## What is expected
Which lines below mention "Loor"? Pick each one out.

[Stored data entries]
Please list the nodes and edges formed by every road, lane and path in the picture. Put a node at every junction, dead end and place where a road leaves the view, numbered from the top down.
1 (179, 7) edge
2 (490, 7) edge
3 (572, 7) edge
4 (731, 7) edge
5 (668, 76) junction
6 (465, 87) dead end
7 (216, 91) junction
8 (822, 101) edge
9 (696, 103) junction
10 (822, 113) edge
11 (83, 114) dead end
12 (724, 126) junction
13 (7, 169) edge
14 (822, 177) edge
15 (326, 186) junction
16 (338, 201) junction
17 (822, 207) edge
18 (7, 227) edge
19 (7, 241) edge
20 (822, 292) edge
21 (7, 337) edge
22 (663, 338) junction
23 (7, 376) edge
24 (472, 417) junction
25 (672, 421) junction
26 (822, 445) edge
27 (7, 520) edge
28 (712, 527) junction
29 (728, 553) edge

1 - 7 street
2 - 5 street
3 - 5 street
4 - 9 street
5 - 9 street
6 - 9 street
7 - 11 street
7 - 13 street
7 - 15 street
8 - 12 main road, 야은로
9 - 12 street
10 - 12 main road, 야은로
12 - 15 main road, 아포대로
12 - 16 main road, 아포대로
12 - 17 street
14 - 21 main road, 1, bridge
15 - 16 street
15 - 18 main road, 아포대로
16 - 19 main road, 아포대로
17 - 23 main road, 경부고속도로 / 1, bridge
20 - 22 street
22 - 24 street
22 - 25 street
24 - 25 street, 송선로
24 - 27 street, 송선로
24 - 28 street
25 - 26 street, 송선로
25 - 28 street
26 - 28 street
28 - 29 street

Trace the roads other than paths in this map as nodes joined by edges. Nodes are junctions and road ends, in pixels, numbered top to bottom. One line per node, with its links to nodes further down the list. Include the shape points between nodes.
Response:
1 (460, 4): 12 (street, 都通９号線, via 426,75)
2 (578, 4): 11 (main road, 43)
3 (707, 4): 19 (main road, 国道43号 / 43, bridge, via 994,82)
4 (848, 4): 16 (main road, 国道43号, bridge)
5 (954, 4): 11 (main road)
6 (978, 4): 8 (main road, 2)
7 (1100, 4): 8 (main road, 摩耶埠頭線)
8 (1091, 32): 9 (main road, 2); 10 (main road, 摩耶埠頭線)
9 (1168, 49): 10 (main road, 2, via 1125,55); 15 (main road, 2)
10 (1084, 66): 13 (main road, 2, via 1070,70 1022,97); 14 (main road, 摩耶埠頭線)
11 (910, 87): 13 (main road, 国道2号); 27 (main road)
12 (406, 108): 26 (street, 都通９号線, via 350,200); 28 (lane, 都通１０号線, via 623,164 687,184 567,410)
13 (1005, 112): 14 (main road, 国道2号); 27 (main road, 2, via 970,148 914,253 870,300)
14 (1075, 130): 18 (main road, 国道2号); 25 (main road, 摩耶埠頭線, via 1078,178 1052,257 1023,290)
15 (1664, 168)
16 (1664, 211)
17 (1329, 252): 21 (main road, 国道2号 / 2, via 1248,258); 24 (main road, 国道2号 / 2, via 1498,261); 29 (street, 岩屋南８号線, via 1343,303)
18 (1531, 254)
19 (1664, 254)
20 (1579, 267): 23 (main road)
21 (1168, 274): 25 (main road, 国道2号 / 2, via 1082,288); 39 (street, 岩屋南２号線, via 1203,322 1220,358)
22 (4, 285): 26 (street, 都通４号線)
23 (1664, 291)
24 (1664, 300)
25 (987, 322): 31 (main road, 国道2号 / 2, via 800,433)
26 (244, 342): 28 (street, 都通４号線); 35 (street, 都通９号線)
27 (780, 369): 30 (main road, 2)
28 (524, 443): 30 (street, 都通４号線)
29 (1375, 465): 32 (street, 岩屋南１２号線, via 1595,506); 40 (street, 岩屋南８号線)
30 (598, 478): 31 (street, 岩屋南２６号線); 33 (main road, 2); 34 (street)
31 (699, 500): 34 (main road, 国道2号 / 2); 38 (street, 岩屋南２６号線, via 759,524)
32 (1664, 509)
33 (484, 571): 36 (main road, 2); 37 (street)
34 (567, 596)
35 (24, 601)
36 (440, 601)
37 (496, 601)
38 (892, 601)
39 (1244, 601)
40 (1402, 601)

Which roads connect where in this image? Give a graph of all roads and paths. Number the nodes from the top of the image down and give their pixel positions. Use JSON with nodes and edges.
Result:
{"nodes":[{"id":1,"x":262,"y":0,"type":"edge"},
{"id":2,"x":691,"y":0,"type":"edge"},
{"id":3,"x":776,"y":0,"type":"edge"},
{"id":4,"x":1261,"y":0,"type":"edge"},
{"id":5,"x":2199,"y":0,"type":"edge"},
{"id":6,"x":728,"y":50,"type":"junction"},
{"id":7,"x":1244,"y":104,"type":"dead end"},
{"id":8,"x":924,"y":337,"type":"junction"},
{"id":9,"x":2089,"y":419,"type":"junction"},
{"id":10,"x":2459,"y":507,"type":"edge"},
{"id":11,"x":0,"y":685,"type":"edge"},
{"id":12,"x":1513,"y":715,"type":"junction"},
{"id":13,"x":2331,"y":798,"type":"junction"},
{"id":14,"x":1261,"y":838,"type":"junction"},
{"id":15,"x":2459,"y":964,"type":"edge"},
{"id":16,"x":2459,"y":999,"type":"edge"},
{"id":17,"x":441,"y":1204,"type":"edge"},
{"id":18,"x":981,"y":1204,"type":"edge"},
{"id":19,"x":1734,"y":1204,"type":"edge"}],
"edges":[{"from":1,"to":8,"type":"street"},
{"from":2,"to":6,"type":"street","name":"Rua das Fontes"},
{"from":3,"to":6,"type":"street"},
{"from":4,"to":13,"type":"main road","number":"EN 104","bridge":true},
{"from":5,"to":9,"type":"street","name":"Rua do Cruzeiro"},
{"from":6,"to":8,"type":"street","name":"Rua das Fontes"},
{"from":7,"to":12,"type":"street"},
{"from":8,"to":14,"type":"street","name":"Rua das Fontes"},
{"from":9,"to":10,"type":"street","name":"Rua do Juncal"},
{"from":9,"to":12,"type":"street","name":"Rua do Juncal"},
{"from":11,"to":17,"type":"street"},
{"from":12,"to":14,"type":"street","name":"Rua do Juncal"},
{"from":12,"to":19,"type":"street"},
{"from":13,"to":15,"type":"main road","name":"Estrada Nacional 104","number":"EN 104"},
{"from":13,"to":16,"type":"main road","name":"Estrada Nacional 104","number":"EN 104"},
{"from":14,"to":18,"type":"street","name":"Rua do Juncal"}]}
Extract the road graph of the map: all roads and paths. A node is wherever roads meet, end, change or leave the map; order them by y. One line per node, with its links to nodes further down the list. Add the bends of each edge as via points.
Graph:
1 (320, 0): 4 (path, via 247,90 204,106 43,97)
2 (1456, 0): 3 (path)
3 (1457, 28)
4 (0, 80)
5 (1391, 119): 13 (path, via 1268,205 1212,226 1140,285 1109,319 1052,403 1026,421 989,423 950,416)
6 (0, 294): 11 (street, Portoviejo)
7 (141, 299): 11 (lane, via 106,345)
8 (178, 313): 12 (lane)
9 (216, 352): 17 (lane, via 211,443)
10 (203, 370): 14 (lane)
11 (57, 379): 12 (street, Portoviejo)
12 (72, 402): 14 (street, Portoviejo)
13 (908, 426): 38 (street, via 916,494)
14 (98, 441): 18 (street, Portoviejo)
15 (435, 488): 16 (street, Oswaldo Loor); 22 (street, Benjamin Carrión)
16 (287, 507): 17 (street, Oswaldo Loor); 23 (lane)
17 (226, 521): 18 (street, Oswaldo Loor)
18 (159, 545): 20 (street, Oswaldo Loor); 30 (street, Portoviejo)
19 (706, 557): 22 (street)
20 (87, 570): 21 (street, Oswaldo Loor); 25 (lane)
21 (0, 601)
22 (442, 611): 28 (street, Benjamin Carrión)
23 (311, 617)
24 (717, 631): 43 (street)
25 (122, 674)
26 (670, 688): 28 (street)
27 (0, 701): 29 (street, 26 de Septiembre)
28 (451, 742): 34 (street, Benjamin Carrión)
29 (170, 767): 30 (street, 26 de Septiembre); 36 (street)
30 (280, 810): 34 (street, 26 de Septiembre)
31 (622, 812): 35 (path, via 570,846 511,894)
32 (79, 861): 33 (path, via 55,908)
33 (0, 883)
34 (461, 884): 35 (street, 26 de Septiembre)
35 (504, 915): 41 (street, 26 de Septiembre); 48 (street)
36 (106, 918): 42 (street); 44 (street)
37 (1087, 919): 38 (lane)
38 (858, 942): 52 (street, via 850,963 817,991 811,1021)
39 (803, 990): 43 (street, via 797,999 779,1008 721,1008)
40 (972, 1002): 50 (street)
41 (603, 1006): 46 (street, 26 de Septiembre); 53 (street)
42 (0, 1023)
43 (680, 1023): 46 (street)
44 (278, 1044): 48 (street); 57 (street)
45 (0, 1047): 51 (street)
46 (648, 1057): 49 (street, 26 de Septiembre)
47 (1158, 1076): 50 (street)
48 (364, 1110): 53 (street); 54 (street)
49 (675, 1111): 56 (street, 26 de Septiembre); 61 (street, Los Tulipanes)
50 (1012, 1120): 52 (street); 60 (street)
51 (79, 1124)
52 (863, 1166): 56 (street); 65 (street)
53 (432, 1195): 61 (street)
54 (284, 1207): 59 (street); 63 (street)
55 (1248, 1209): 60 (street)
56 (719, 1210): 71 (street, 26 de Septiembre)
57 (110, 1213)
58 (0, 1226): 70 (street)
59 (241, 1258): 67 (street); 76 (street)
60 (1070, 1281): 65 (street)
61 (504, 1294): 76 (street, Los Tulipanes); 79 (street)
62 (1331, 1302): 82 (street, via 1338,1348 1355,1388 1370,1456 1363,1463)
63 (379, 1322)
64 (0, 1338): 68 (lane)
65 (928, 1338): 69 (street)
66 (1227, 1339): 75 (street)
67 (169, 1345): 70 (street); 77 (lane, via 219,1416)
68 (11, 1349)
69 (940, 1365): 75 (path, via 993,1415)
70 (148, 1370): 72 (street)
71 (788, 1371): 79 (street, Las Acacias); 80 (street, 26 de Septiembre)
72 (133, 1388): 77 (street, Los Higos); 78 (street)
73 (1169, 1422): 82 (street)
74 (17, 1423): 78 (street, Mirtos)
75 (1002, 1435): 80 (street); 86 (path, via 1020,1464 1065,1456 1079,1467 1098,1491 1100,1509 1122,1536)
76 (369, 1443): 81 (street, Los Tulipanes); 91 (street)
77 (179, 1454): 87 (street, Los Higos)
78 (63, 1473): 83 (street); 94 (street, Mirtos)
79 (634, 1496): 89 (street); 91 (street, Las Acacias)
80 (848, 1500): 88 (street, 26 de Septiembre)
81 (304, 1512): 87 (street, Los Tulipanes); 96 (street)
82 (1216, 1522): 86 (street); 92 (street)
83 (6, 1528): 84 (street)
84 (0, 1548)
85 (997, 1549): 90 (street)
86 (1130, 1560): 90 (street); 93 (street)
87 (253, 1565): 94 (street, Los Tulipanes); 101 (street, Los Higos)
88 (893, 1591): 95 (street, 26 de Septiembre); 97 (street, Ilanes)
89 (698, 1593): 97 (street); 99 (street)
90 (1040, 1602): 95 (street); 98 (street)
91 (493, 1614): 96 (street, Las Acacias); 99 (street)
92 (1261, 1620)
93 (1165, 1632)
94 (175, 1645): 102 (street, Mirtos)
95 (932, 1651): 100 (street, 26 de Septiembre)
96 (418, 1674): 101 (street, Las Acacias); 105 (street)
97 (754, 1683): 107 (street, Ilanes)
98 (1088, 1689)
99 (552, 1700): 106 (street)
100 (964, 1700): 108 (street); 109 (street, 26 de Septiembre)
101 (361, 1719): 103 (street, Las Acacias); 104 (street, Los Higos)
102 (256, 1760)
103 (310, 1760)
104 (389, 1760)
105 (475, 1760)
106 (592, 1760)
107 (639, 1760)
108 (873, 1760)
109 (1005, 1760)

## Result for this exercise
15 (435, 488): 16 (street, Oswaldo Loor); 22 (street, Benjamin Carrión)
16 (287, 507): 17 (street, Oswaldo Loor); 23 (lane)
17 (226, 521): 18 (street, Oswaldo Loor)
18 (159, 545): 20 (street, Oswaldo Loor); 30 (street, Portoviejo)
20 (87, 570): 21 (street, Oswaldo Loor); 25 (lane)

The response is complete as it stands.